B2B marketing is hard; the audience is smaller, the persona is difficult to reach, most purchases require several decision-makers, and the competition is fierce.
To survive, marketers need to know they are reaching the right audience with the right message at the right time. This can’t (and shouldn’t) be done through the “shotgun approach” or based on anecdotal evidence.
When marketing our B2B businesses, we need to be making decisions off of data.
With the tools and resources available to us, the question is no longer can we do it, but how should we do it. What channels should I focus on? What metrics should I track/analyze? Which platforms should I use?
While the answers to each of these questions are specific to your company’s marketing strategy and objective, my goal in this article is for you to know the key metrics for some of the larger marketing channels and learn about the systems that can be used to track these statistics.
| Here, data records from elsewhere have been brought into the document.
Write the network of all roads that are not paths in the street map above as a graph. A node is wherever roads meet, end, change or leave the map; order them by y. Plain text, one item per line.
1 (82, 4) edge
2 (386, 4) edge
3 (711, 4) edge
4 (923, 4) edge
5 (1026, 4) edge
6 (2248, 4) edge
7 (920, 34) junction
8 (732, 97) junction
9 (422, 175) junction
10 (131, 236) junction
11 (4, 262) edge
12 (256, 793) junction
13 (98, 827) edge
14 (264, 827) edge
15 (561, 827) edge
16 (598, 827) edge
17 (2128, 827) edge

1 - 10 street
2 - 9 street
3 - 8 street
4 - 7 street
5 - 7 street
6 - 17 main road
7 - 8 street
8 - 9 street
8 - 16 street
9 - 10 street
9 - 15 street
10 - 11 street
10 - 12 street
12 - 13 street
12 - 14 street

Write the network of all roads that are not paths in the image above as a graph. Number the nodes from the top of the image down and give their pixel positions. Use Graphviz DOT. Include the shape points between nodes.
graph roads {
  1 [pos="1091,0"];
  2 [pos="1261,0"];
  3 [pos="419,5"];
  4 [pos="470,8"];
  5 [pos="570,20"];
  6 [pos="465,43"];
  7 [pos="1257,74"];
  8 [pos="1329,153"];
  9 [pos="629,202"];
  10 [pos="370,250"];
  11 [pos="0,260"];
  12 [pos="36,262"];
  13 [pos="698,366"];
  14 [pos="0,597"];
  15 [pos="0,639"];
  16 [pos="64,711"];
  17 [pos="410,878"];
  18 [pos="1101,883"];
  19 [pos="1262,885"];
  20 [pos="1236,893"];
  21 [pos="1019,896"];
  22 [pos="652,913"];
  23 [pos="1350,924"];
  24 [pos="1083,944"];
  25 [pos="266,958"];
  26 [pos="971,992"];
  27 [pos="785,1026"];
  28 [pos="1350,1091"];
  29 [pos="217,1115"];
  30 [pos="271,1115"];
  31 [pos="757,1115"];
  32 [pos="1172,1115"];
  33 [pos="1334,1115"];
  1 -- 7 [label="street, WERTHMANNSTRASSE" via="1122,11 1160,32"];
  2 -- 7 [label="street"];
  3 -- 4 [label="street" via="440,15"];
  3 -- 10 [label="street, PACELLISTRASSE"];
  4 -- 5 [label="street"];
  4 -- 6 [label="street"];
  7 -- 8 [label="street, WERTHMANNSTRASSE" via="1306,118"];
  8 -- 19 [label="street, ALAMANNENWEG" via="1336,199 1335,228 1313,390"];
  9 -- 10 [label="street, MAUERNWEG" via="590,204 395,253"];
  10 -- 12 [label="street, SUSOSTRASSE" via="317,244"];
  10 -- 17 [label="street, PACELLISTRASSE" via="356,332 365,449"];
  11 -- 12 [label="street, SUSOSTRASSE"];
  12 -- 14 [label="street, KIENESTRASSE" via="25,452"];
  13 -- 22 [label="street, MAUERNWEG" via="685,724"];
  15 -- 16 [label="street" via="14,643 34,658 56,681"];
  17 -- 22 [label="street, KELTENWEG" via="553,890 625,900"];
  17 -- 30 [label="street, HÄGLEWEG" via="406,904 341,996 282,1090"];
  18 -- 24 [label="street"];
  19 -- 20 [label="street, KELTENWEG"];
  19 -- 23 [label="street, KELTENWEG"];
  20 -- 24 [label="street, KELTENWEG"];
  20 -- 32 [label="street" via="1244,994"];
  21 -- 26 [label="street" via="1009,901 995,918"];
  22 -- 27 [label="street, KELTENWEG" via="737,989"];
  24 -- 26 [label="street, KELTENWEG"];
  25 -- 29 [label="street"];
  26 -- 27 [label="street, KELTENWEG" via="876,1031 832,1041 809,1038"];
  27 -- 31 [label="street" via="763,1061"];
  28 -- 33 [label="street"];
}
Then, you can use that data to improve the results for your B2B marketing.
Let’s take a look at how to approach some common marketing channels.
No surprise – your website is one of the core areas that should be closely tracked and analyzed. Your website is the center of all digital marketing efforts and the next step for many of your offline campaigns. This is the best place to start when it comes to tracking marketing efforts. It is also one of the most robust.
An important caveat…
Having data isn’t the same as having the right data.
As a matter of fact, I would go so far as to say that I would rather have no data than bad data. At least with no data, you are forced to look around you at your customers, at competition, and think through what makes sense to you. With bad data, on the other hand, you are making important decisions based on skewed (at best) or completely irrelevant information.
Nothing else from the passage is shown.